L’Agence nationale d’appui et de développement de l’entrepreneuriat (NESDA) compte lancer, dans quelques semaines, un centre de développement de l’entrepreneuriat en ligne, a indiqué jeudi le ministre de l’Economie de la connaissance, des Start-up et des Micro-entreprises, Noureddine Ouadah.
Lors d’une séance de questions orales à l’Assemblée populaire nationale (APN), présidée par M. Toufik Guezout, vice-président de l’Assemblée, en présence de la ministre des Relations avec le Parlement, Mme Nadjiba Djilali, et de membres du Gouvernement, M. Ouadah a indiqué que le grand réseau de développement de l’entrepreneuriat ne dispose pas de la NESDA au niveau des universités et des centres de formation professionnelle (plus de 300 centres) ne couvre pas toutes les régions du pays, d’où le lancement prochain d’un centre de développement de l’entrepreneuriat en ligne.

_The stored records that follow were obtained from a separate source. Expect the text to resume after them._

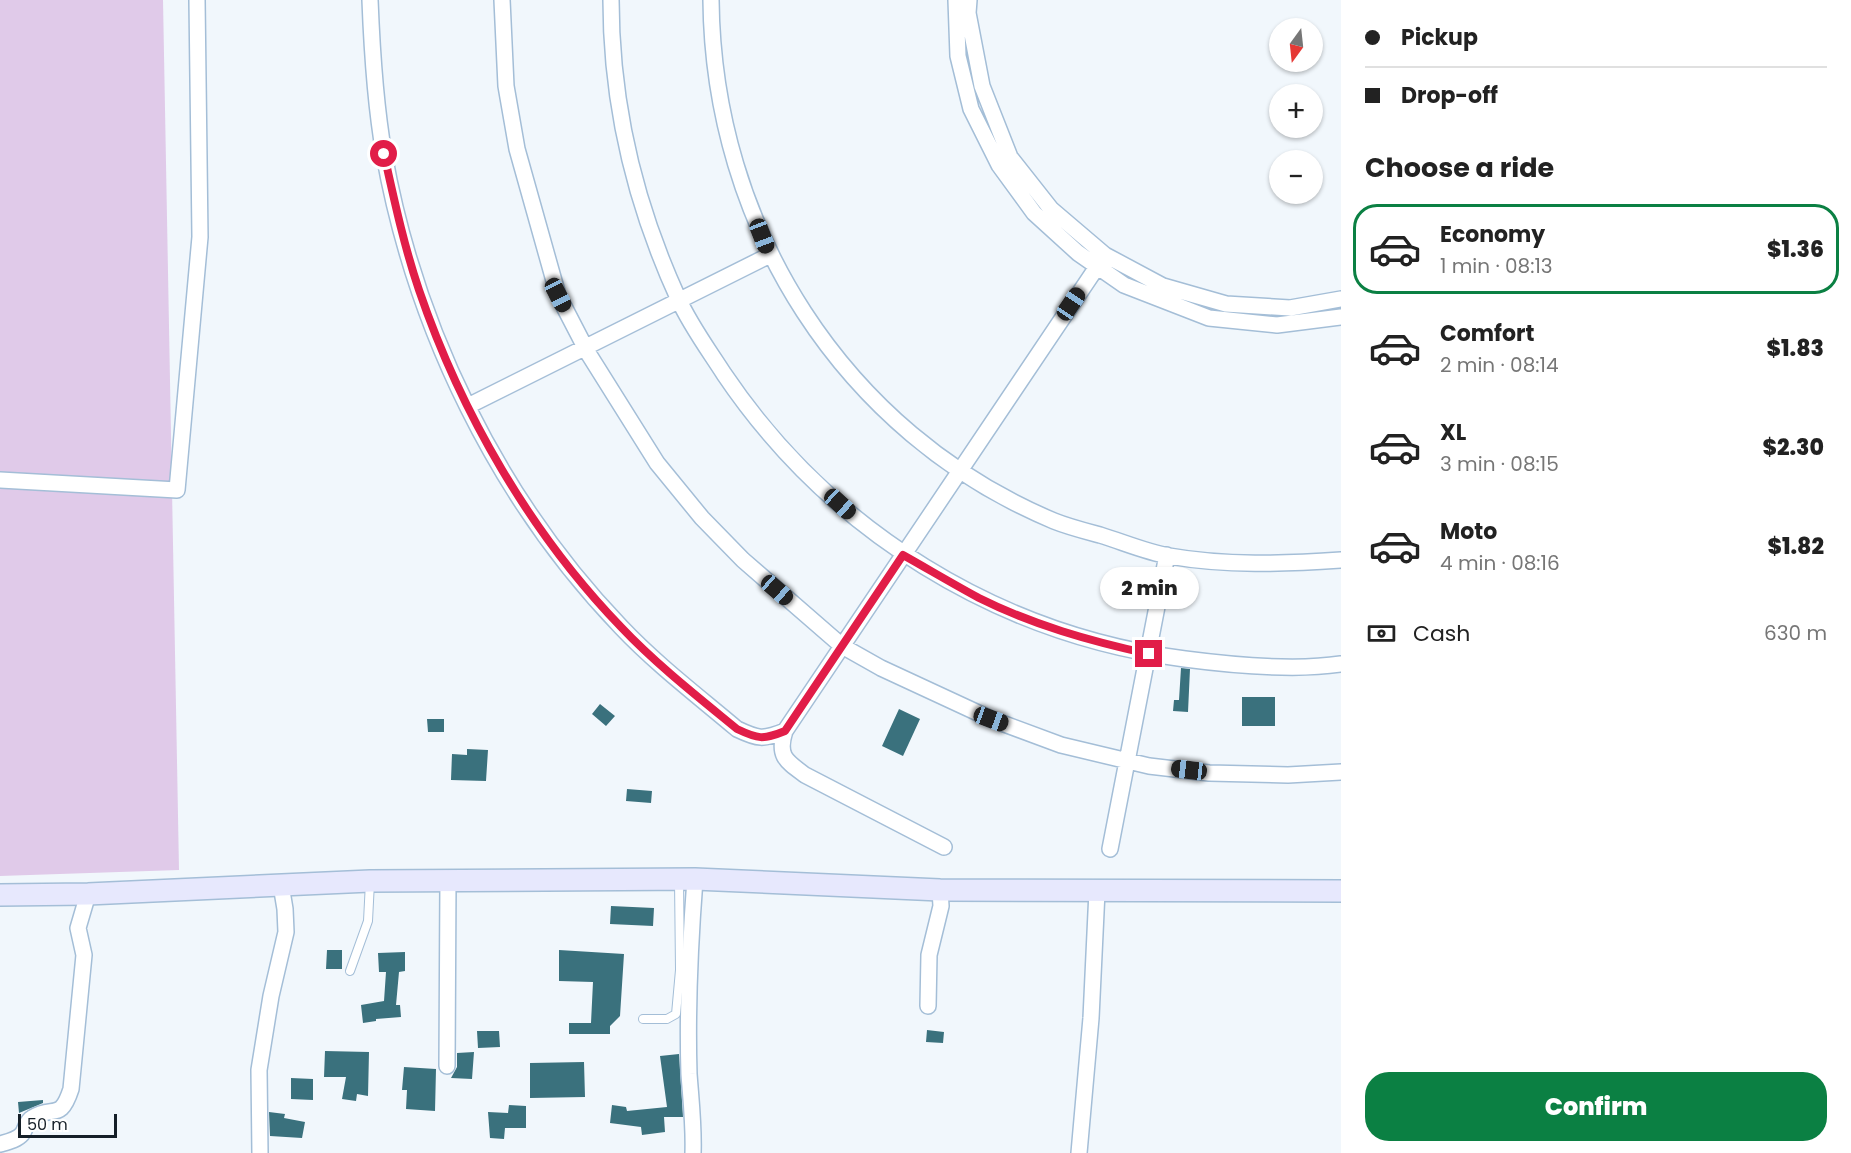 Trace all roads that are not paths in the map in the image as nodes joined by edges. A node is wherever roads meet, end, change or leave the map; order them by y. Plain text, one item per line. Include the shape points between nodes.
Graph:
1 (197, 0) edge
2 (370, 0) edge
3 (502, 0) edge
4 (611, 0) edge
5 (711, 0) edge
6 (956, 0) edge
7 (969, 0) edge
8 (770, 255) junction
9 (1101, 261) junction
10 (1341, 299) edge
11 (1341, 317) edge
12 (468, 406) junction
13 (959, 471) junction
14 (0, 480) edge
15 (903, 555) junction
16 (1167, 555) junction
17 (1341, 560) edge
18 (842, 646) junction
19 (1341, 664) edge
20 (785, 731) junction
21 (1341, 772) edge
22 (944, 847) dead end
23 (1110, 849) dead end
24 (687, 879) junction
25 (448, 880) junction
26 (370, 881) junction
27 (281, 885) junction
28 (940, 890) junction
29 (1097, 891) junction
30 (1341, 891) edge
31 (88, 894) junction
32 (0, 895) edge
33 (350, 971) dead end
34 (928, 1006) dead end
35 (643, 1019) dead end
36 (447, 1066) dead end
37 (0, 1144) edge
38 (260, 1153) edge
39 (693, 1153) edge
40 (1079, 1153) edge

1 - 14 street via 200,237 177,490
2 - 12 street via 373,74 384,154 400,224 419,290
3 - 18 street via 506,86 517,149 558,295 588,353 657,463 702,518 743,560
4 - 15 street via 617,98 629,158 678,298 709,350 768,433 809,476
5 - 8 street via 715,74 732,159
6 - 9 street via 958,56 969,98 999,165 1034,213
7 - 9 street via 981,87 1010,157 1051,209
8 - 12 street
8 - 13 street via 830,348 866,392
9 - 10 street via 1163,286 1226,304 1290,308
9 - 11 street via 1124,285 1209,318 1276,325
9 - 13 street
12 - 20 street via 537,524 621,627 737,729 756,738 769,738
13 - 15 street
13 - 16 street via 1055,521
15 - 18 street
15 - 19 street via 980,598 1096,642 1204,662
16 - 17 street via 1240,564
16 - 23 street
18 - 20 street
18 - 21 street via 991,719 1061,745 1149,766 1209,773
20 - 22 street via 781,745 791,765
24 - 25 street
24 - 28 street
24 - 35 lane via 676,1014 667,1019
24 - 39 street
25 - 26 street
25 - 36 street
26 - 27 street
26 - 33 lane via 368,921
27 - 31 street
27 - 38 street via 286,932 259,1070
28 - 29 street
28 - 34 street via 941,906 929,955
29 - 30 street
29 - 40 street
31 - 32 street
31 - 37 street via 78,928 84,955 71,1089 66,1105 59,1111 34,1116 21,1135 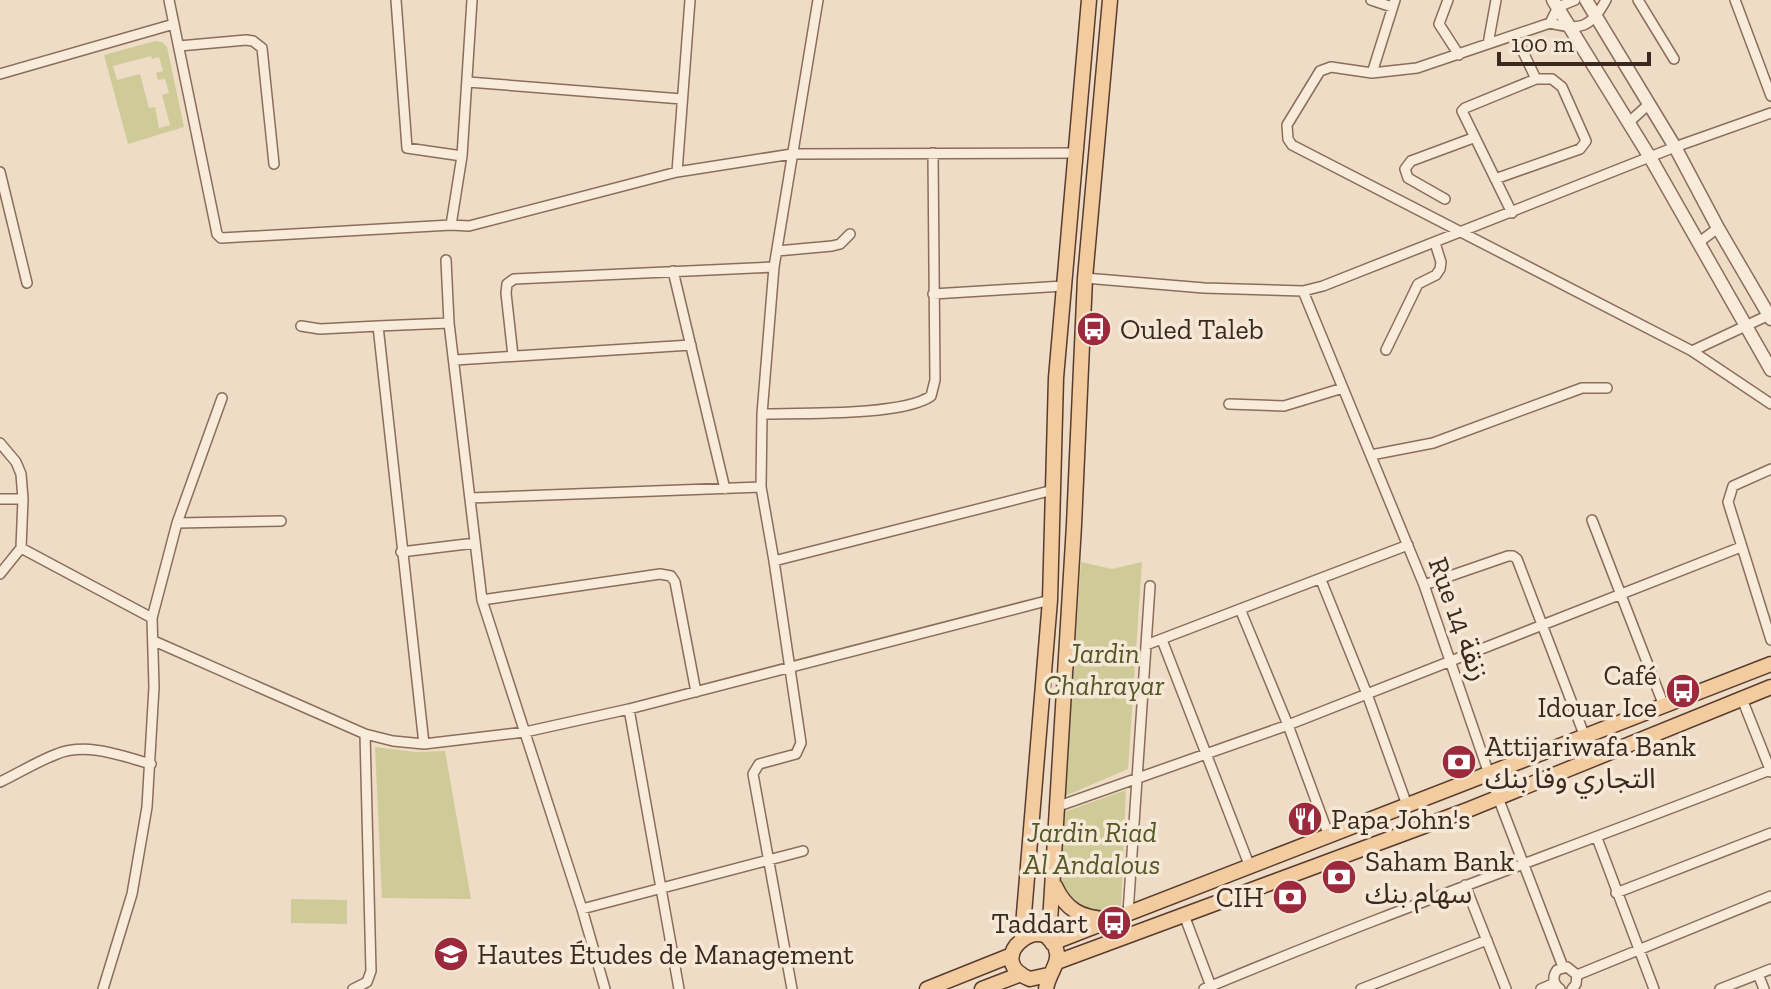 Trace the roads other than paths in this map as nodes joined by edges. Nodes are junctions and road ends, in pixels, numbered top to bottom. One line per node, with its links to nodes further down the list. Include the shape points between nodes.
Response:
1 (169, 0): 20 (street)
2 (396, 0): 41 (street, via 407,148)
3 (472, 0): 30 (street)
4 (690, 0): 32 (street)
5 (818, 0): 40 (street)
6 (1089, 0): 39 (main road)
7 (1110, 0): 59 (main road)
8 (1371, 0): 16 (street)
9 (1448, 0): 25 (street, via 1439,24)
10 (1496, 0): 23 (street)
11 (1575, 0): 17 (street)
12 (1586, 0): 18 (street)
13 (1606, 0): 18 (street)
14 (1638, 0): 26 (street)
15 (1735, 0): 31 (street)
16 (1394, 4): 27 (street)
17 (1555, 4): 19 (street); 21 (street)
18 (1596, 19): 21 (street); 33 (street)
19 (1550, 23): 21 (street); 22 (street)
20 (174, 24): 24 (street); 28 (street)
21 (1572, 29): 35 (street)
22 (1515, 35): 23 (street); 29 (street)
23 (1488, 44): 25 (street)
24 (179, 46): 43 (street, via 246,40 262,48); 49 (street, via 221,238)
25 (1459, 55): 27 (street, via 1401,72)
26 (1674, 59)
27 (1372, 73): 51 (street, via 1331,67 1320,71 1287,125 1288,139)
28 (0, 74)
29 (1536, 79): 36 (street, via 1465,108); 46 (street, via 1552,79 1562,87 1586,141 1580,149)
30 (468, 82): 32 (street); 41 (street)
31 (1771, 96)
32 (682, 99): 45 (street)
33 (1649, 104): 35 (street); 37 (street)
34 (1771, 113): 37 (street)
35 (1628, 123): 42 (street)
36 (1473, 138): 46 (street); 47 (street, via 1411,161 1405,169 1408,178)
37 (1675, 147): 42 (street); 50 (street)
38 (933, 153): 39 (street); 40 (street); 63 (street)
39 (1076, 153): 61 (main road)
40 (792, 154): 45 (street); 55 (street)
41 (462, 156): 49 (street)
42 (1651, 159): 48 (street); 54 (street)
43 (274, 164)
44 (0, 172): 60 (street)
45 (677, 172): 49 (street, via 469,226)
46 (1495, 179): 48 (street)
47 (1445, 199)
48 (1512, 213): 51 (street)
49 (451, 225)
50 (1718, 228): 54 (street); 64 (street)
51 (1463, 233): 53 (street); 71 (street)
52 (850, 234): 55 (street, via 832,246)
53 (1435, 243): 62 (street); 70 (street, via 1440,269 1418,284)
54 (1698, 243): 66 (street)
55 (777, 251): 57 (street)
56 (446, 260): 65 (street)
57 (774, 267): 58 (street); 80 (street)
58 (673, 271): 69 (street); 72 (street, via 514,279 506,293)
59 (1085, 278): 62 (street); 135 (main road)
60 (27, 283)
61 (1063, 286): 63 (street); 86 (main road)
62 (1303, 291): 75 (street, Rue 14 زنقة)
63 (933, 294): 80 (street, via 935,388 922,403)
64 (1770, 316): 66 (street)
65 (449, 323): 68 (street); 73 (street)
66 (1746, 325): 71 (street); 74 (street)
67 (301, 326): 68 (street)
68 (378, 326): 97 (street)
69 (691, 345): 72 (street); 85 (street)
70 (1386, 350)
71 (1692, 351): 79 (street)
72 (513, 356): 73 (street)
73 (455, 360): 87 (street)
74 (1771, 370)
75 (1343, 388): 78 (street, via 1284,406); 82 (street, Rue 14 زنقة)
76 (1607, 388): 82 (street, via 1582,388 1433,443)
77 (222, 398): 92 (street)
78 (1229, 404)
79 (1771, 404)
80 (762, 414): 84 (street)
81 (0, 443): 89 (street, via 21,474)
82 (1371, 455): 94 (street, Rue 14 زنقة)
83 (1771, 469): 95 (street, via 1731,491 1728,502)
84 (761, 487): 85 (street); 98 (street)
85 (725, 489): 87 (street)
86 (1053, 490): 98 (street); 105 (main road)
87 (470, 498): 93 (street)
88 (0, 499): 89 (street)
89 (23, 499): 96 (street)
90 (1592, 520): 103 (street)
91 (281, 521): 92 (street)
92 (177, 523): 107 (street)
93 (475, 543): 97 (street); 104 (street)
94 (1408, 545): 100 (street); 101 (street, Rue 14 زنقة)
95 (1741, 547): 103 (street); 110 (street)
96 (21, 548): 99 (street); 107 (street)
97 (401, 552): 126 (street)
98 (774, 561): 115 (street)
99 (0, 574)
100 (1321, 580): 106 (street); 118 (street)
101 (1424, 585): 108 (street, via 1513,556); 113 (street, Rue 14 زنقة)
102 (1150, 586): 112 (street)
103 (1622, 593): 108 (street); 120 (street)
104 (482, 600): 117 (street, via 671,576); 123 (street)
105 (1050, 600): 115 (street); 152 (main road)
106 (1240, 609): 109 (street); 122 (street)
107 (152, 618): 111 (street)
108 (1542, 626): 113 (street); 125 (street)
109 (1162, 640): 112 (street); 127 (street)
110 (1771, 640)
111 (154, 641): 124 (street); 128 (street)
112 (1146, 645): 131 (street)
113 (1452, 660): 118 (street); 130 (street, Rue 14 زنقة)
114 (1771, 664): 120 (main road)
115 (789, 668): 117 (street); 140 (street, via 800,748 796,754 759,764 753,774)
116 (1771, 687): 119 (main road)
117 (696, 692): 121 (street)
118 (1367, 694): 122 (street); 134 (street)
119 (1742, 699): 129 (street); 133 (main road)
120 (1664, 706): 125 (main road)
121 (629, 709): 123 (street); 145 (street)
122 (1288, 725): 127 (street); 136 (street)
123 (525, 732): 126 (street); 148 (street)
124 (365, 734): 126 (street); 166 (street, via 371,971 367,982)
125 (1585, 737): 130 (main road)
126 (424, 744)
127 (1207, 753): 131 (street); 142 (street)
128 (151, 764): 132 (street, via 78,749 58,753); 165 (street, via 132,894)
129 (1770, 771): 138 (street)
130 (1489, 774): 133 (street, Rue 14 زنقة); 134 (main road)
131 (1135, 777): 135 (street); 149 (street)
132 (0, 782)
133 (1498, 797): 141 (street, Rue 14 زنقة); 150 (main road)
134 (1407, 805): 136 (main road)
135 (1056, 807): 143 (main road)
136 (1329, 836): 142 (main road)
137 (1770, 837): 146 (street)
138 (1597, 838): 141 (street); 146 (street)
139 (803, 851): 140 (street)
140 (767, 861): 145 (street); 169 (street)
141 (1524, 865): 144 (street); 157 (street, Rue 14 زنقة)
142 (1250, 867): 149 (main road)
143 (1053, 881): 151 (main road, via 1071,910); 154 (main road)
144 (1465, 885): 153 (street); 164 (street)
145 (661, 889): 148 (street); 168 (street)
146 (1616, 893): 155 (street)
147 (1771, 896): 155 (street)
148 (582, 909): 167 (street)
149 (1128, 913): 151 (main road)
150 (1184, 915): 160 (main road); 164 (street)
151 (1111, 919): 154 (main road)
152 (1022, 938): 154 (main road, via 1034,934); 156 (main road)
153 (1487, 940): 172 (street); 173 (street)
154 (1051, 941): 160 (main road, via 1056,950)
155 (1639, 951): 161 (street); 176 (street)
156 (1012, 955): 162 (main road); 170 (main road)
157 (1563, 967): 161 (street); 163 (street, via 1555,973)
158 (1771, 969): 159 (street)
159 (1758, 974): 177 (street); 178 (street)
160 (1050, 975): 162 (main road)
161 (1577, 975): 175 (street)
162 (1022, 980): 171 (main road)
163 (1558, 986): 174 (street)
164 (1209, 988)
165 (103, 989)
166 (353, 989)
167 (605, 989)
168 (679, 989)
169 (792, 989)
170 (927, 989)
171 (982, 989)
172 (1361, 989)
173 (1506, 989)
174 (1541, 989)
175 (1572, 989)
176 (1654, 989)
177 (1720, 989)
178 (1764, 989)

Ce centre numérique, qui entrera en service dans quelques semaines, permettra d’étendre la base des bénéficiaires du dispositif de la NESDA aux jeunes compétences dans les différentes régions du pays, at-il précisé.
Pour pouvoir bénéficier d’un financement pour la création d’une micro entreprise, la NESDA (ex-ANSEJ) exige de suivre une formation spéciale au niveau de l’un des centres de développement de l’entrepreneuriat créé par l’Agence après sa restructuration, dans le cadre d’une nouvelle vision axée sur une approche purement économique, a rappelé le ministre, grâce à ce que grâce au centre de développement de l’entrepreneuriat en ligne, les porteurs de projets pourront s’inscrire sur cette plateforme pour bénéficier d’une formation, avant le dépôt du dossier au niveau d’une des agences de wilaya les plus proches.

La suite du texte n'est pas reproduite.